Record extracts.
++++
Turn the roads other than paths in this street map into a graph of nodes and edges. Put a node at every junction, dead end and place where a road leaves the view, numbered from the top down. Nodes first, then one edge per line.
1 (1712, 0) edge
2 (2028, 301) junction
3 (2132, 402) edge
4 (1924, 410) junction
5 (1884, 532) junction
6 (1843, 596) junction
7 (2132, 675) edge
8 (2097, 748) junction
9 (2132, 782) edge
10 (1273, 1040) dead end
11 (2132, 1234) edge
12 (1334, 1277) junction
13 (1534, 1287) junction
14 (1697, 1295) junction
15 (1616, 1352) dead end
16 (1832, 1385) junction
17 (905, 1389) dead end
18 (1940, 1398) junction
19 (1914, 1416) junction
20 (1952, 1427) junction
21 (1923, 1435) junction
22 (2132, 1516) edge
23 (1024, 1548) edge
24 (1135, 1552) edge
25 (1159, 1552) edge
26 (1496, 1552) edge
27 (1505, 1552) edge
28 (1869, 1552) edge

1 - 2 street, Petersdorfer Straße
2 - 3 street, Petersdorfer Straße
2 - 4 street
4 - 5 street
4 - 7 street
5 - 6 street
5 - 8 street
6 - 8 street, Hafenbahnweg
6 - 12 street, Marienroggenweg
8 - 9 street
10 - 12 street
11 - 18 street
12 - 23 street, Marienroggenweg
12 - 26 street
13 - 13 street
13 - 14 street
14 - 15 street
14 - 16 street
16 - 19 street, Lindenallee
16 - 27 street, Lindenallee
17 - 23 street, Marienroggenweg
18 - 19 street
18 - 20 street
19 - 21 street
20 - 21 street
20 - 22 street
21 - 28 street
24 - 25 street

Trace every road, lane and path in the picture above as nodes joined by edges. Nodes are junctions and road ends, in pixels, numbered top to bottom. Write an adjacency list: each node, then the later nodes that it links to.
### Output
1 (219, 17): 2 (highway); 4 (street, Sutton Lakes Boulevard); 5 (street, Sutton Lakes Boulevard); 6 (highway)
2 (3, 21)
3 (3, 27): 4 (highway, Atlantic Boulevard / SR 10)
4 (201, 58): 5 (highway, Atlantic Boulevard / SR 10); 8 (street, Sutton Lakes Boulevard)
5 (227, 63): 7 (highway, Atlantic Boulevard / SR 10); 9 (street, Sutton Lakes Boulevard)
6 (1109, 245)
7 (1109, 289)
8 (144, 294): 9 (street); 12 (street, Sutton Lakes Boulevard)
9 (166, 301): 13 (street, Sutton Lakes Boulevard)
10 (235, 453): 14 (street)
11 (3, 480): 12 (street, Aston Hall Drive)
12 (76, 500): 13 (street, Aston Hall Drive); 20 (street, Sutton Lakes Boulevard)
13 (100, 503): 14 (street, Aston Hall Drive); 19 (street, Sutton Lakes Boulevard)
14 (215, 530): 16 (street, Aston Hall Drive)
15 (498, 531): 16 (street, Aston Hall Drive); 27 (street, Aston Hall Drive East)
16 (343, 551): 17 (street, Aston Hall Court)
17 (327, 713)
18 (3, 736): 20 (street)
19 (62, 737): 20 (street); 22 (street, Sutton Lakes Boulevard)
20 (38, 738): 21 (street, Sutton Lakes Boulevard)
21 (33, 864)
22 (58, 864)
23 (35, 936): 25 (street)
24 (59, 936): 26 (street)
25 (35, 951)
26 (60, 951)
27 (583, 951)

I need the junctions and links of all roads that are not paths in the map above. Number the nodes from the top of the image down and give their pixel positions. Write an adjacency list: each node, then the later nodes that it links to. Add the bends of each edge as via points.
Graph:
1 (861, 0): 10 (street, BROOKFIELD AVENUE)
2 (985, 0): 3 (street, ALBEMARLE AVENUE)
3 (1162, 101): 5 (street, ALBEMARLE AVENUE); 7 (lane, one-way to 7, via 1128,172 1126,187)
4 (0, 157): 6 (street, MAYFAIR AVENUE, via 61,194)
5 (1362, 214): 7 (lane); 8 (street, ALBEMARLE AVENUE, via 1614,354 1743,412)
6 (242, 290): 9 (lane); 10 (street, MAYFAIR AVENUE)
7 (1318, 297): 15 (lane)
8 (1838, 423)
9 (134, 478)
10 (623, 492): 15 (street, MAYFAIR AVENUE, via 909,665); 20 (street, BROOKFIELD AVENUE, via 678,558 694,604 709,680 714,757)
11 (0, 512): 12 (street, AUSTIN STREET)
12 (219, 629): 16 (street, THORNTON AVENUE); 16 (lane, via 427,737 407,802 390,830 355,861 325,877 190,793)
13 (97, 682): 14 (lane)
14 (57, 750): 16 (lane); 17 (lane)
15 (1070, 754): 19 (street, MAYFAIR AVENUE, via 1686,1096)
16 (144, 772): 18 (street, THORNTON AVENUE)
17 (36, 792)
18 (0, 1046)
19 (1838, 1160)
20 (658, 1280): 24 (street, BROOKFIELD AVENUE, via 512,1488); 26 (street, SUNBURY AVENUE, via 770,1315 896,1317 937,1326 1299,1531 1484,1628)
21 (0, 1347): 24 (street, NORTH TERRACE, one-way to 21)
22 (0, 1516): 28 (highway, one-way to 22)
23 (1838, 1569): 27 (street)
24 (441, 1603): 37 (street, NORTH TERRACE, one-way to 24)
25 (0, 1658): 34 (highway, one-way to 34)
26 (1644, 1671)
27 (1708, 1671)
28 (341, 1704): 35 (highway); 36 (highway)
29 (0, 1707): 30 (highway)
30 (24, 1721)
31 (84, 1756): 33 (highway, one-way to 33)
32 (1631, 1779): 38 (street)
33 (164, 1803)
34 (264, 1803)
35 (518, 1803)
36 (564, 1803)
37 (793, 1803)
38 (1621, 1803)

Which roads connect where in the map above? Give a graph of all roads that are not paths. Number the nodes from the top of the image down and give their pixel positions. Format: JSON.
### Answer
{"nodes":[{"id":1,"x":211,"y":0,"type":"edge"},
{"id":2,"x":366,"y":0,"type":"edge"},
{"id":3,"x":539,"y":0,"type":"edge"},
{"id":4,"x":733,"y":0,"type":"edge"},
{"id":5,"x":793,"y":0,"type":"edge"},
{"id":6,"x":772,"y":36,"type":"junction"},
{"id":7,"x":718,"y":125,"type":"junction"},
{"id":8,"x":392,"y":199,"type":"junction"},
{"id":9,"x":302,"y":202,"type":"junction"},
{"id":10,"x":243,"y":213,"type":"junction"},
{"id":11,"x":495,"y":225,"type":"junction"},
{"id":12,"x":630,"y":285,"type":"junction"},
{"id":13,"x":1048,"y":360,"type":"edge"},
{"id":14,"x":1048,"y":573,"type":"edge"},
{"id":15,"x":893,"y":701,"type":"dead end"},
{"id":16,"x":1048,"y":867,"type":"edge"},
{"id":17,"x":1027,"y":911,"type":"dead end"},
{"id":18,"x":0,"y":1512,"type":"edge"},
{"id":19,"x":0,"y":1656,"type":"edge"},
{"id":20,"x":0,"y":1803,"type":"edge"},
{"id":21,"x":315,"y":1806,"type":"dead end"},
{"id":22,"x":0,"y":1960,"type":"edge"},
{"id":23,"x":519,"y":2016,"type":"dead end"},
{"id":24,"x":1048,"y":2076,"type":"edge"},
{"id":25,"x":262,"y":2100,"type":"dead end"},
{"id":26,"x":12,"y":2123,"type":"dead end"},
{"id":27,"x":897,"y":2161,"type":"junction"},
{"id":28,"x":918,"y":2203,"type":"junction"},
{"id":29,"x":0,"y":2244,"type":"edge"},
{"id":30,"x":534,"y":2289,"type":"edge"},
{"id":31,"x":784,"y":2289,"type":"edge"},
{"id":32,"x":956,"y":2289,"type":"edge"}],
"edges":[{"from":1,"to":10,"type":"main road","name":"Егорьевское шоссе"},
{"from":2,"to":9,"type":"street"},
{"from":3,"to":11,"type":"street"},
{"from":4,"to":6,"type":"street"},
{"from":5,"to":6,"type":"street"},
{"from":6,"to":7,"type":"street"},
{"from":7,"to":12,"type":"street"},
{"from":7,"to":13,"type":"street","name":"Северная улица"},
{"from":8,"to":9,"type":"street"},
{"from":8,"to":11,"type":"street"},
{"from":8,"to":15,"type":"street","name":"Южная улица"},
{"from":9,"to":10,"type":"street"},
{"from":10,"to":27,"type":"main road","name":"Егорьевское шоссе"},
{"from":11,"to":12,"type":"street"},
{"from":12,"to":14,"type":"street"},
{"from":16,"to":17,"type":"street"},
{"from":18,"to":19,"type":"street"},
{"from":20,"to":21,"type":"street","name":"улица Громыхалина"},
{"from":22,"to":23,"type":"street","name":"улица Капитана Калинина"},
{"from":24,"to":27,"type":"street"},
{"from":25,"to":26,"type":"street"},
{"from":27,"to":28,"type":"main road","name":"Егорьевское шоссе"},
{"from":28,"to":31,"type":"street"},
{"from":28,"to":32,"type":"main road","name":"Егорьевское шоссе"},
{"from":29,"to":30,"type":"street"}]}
++++
Exercise.
Restate the entries above word for word, beginning with their first line and ending with the line holding "Trace every road, lane"; omit everything else.

Response to this task.
Turn the roads other than paths in this street map into a graph of nodes and edges. Put a node at every junction, dead end and place where a road leaves the view, numbered from the top down. Nodes first, then one edge per line.
1 (1712, 0) edge
2 (2028, 301) junction
3 (2132, 402) edge
4 (1924, 410) junction
5 (1884, 532) junction
6 (1843, 596) junction
7 (2132, 675) edge
8 (2097, 748) junction
9 (2132, 782) edge
10 (1273, 1040) dead end
11 (2132, 1234) edge
12 (1334, 1277) junction
13 (1534, 1287) junction
14 (1697, 1295) junction
15 (1616, 1352) dead end
16 (1832, 1385) junction
17 (905, 1389) dead end
18 (1940, 1398) junction
19 (1914, 1416) junction
20 (1952, 1427) junction
21 (1923, 1435) junction
22 (2132, 1516) edge
23 (1024, 1548) edge
24 (1135, 1552) edge
25 (1159, 1552) edge
26 (1496, 1552) edge
27 (1505, 1552) edge
28 (1869, 1552) edge

1 - 2 street, Petersdorfer Straße
2 - 3 street, Petersdorfer Straße
2 - 4 street
4 - 5 street
4 - 7 street
5 - 6 street
5 - 8 street
6 - 8 street, Hafenbahnweg
6 - 12 street, Marienroggenweg
8 - 9 street
10 - 12 street
11 - 18 street
12 - 23 street, Marienroggenweg
12 - 26 street
13 - 13 street
13 - 14 street
14 - 15 street
14 - 16 street
16 - 19 street, Lindenallee
16 - 27 street, Lindenallee
17 - 23 street, Marienroggenweg
18 - 19 street
18 - 20 street
19 - 21 street
20 - 21 street
20 - 22 street
21 - 28 street
24 - 25 street

Trace every road, lane and path in the picture above as nodes joined by edges. Nodes are junctions and road ends, in pixels, numbered top to bottom. Write an adjacency list: each node, then the later nodes that it links to.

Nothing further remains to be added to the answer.